- TASK: Scan the listing below. Copy each line that contains "Luzon".

- Opening Delimiter -

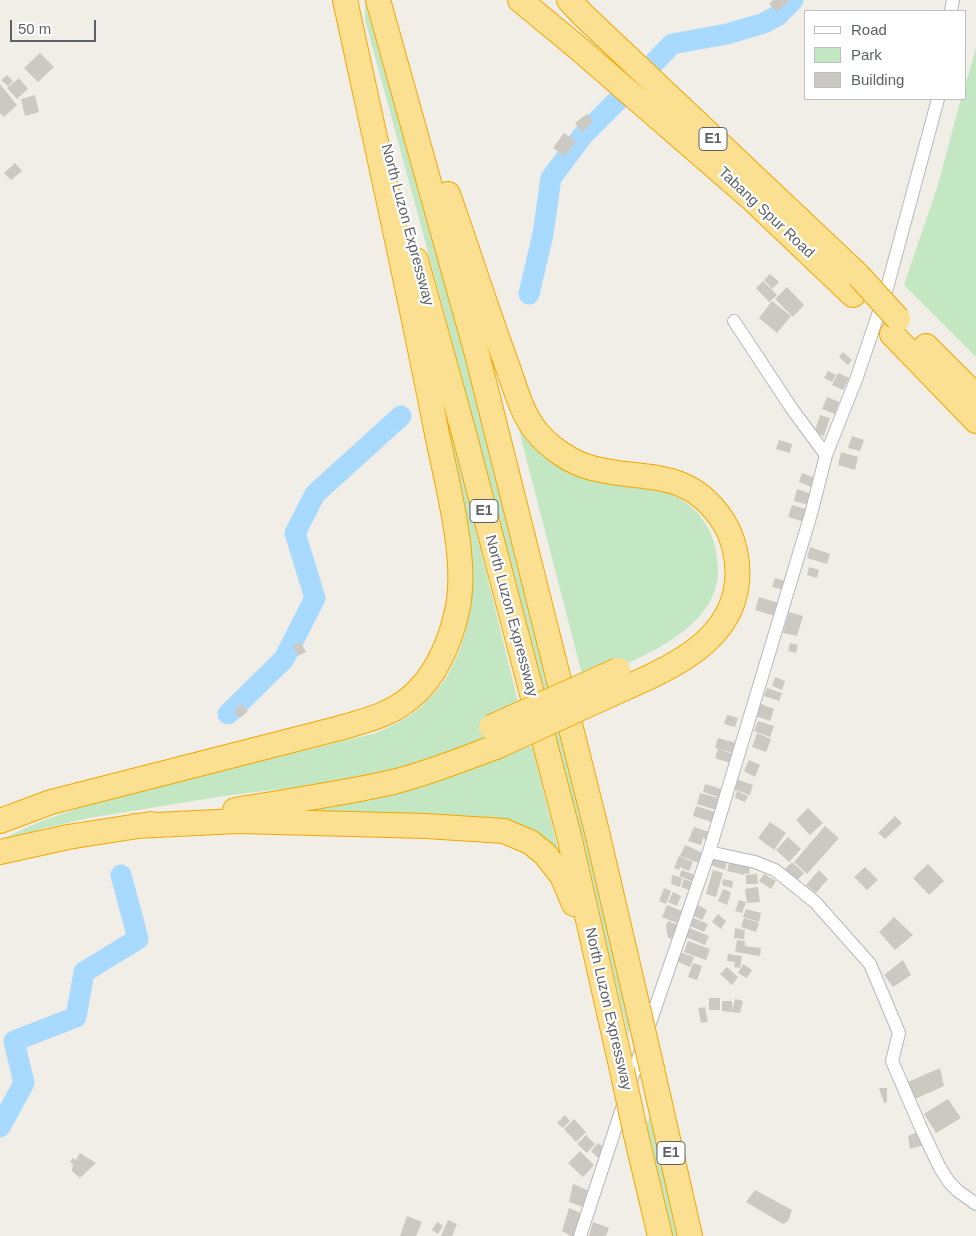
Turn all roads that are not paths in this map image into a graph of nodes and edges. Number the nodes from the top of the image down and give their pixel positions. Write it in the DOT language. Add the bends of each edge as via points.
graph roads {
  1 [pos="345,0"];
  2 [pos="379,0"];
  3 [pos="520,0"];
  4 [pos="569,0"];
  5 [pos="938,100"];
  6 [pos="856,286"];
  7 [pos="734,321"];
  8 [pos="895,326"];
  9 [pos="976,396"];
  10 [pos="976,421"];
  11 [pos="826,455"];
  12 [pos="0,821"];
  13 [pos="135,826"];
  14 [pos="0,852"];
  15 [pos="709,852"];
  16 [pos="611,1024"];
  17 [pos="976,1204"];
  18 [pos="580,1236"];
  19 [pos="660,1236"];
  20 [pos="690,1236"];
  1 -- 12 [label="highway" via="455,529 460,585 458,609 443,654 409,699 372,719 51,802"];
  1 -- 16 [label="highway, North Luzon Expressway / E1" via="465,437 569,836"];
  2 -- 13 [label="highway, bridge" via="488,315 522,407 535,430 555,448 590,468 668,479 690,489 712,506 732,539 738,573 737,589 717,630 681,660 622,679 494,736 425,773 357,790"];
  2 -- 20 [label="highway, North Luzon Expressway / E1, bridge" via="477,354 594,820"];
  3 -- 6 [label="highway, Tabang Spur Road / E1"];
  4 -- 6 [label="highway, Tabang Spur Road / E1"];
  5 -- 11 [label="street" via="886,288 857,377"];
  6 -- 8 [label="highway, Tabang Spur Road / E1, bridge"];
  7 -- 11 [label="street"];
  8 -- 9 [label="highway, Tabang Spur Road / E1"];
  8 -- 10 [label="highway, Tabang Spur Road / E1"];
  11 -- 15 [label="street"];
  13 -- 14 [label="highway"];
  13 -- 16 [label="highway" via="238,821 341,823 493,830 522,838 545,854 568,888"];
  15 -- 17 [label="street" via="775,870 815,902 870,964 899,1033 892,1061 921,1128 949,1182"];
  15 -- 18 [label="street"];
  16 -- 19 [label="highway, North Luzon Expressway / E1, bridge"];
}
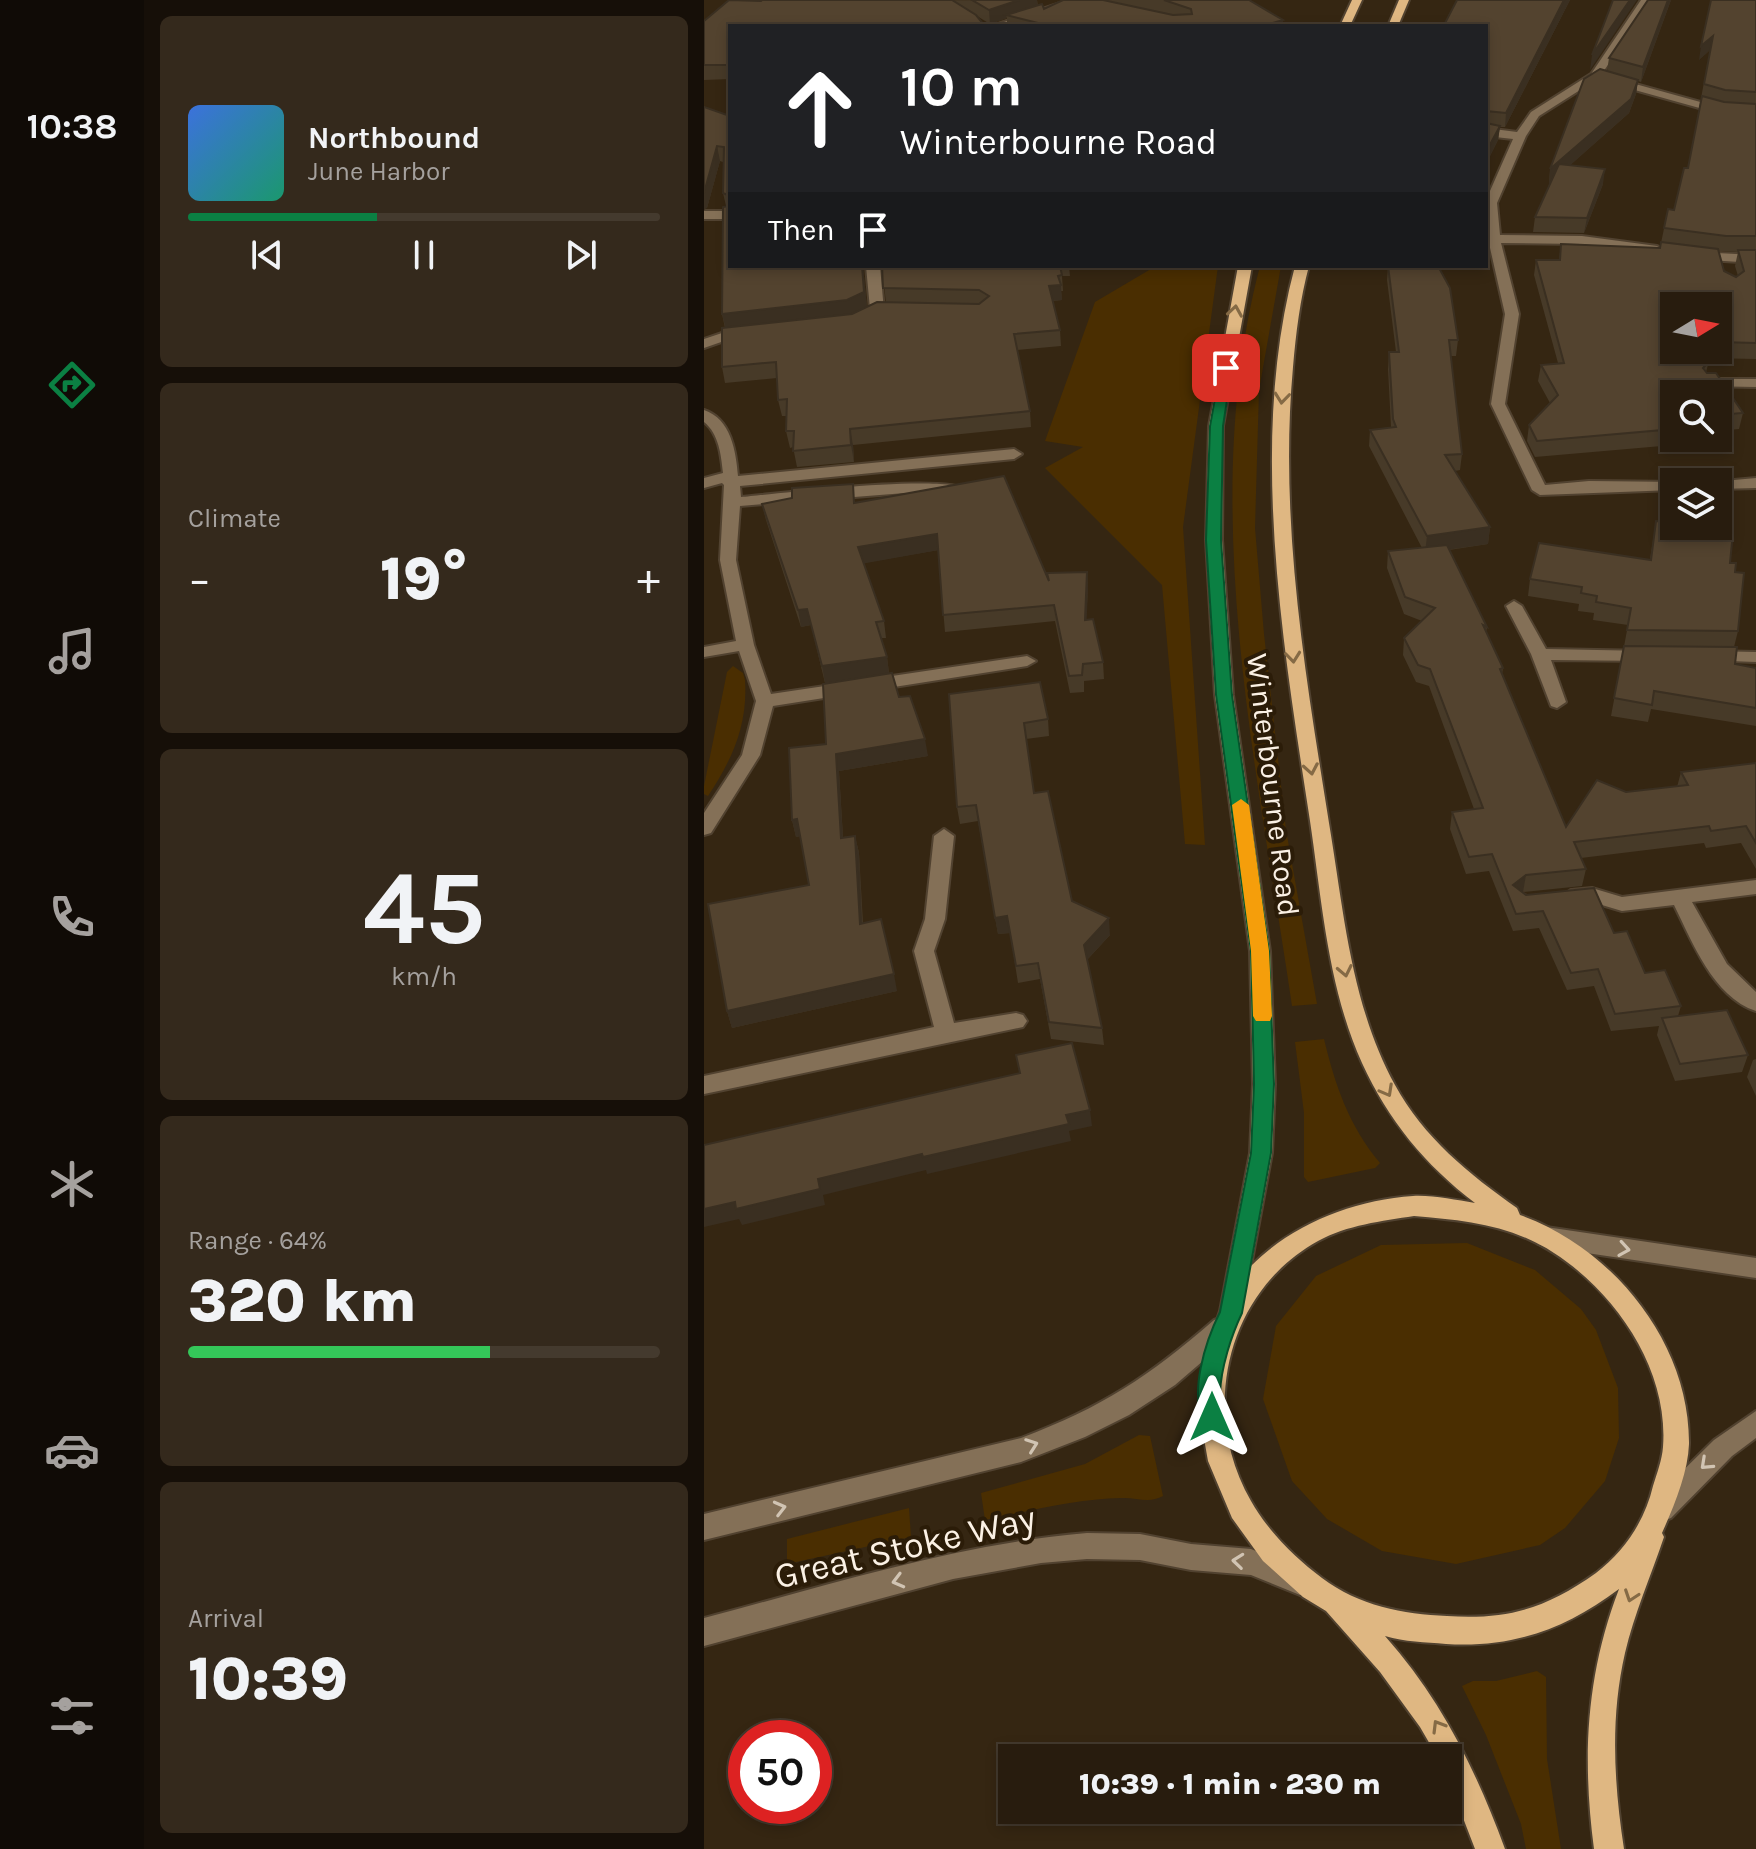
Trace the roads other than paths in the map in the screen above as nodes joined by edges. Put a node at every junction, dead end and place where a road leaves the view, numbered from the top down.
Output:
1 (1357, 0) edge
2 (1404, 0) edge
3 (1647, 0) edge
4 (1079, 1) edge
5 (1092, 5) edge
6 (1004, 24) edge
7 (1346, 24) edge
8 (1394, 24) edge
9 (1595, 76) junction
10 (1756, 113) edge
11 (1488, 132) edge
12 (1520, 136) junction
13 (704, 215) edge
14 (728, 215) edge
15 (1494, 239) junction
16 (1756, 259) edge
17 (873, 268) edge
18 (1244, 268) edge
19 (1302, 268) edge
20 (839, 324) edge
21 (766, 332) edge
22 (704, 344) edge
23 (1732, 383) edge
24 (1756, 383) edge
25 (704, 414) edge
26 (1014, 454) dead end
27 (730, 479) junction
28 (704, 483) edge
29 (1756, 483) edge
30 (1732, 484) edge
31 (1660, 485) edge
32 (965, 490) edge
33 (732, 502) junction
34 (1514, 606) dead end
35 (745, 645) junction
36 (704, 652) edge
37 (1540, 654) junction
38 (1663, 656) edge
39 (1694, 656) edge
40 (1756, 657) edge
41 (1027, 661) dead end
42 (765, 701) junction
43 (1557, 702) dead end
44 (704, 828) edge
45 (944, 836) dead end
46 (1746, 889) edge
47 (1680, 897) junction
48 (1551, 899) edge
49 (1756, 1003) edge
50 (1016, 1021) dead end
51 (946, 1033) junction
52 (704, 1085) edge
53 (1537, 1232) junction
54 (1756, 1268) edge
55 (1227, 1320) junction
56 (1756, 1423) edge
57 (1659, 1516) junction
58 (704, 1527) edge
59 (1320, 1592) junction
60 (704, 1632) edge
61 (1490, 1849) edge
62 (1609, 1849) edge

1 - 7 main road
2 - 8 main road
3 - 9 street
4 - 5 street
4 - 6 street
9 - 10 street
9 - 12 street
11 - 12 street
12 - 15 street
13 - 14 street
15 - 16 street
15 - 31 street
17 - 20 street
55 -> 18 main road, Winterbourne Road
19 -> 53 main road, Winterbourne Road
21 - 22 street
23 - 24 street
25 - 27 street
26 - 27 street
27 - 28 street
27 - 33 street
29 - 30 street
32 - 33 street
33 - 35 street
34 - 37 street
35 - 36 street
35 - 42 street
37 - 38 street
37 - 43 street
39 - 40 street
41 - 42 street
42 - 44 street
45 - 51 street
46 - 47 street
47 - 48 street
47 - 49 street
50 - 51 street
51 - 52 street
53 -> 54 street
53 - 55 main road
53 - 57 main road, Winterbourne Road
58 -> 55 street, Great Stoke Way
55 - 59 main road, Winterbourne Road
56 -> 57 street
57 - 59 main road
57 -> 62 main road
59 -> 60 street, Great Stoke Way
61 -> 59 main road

- Closing Delimiter -

- TASK SOLUTION:
  1 -- 16 [label="highway, North Luzon Expressway / E1" via="465,437 569,836"];
  2 -- 20 [label="highway, North Luzon Expressway / E1, bridge" via="477,354 594,820"];
  16 -- 19 [label="highway, North Luzon Expressway / E1, bridge"];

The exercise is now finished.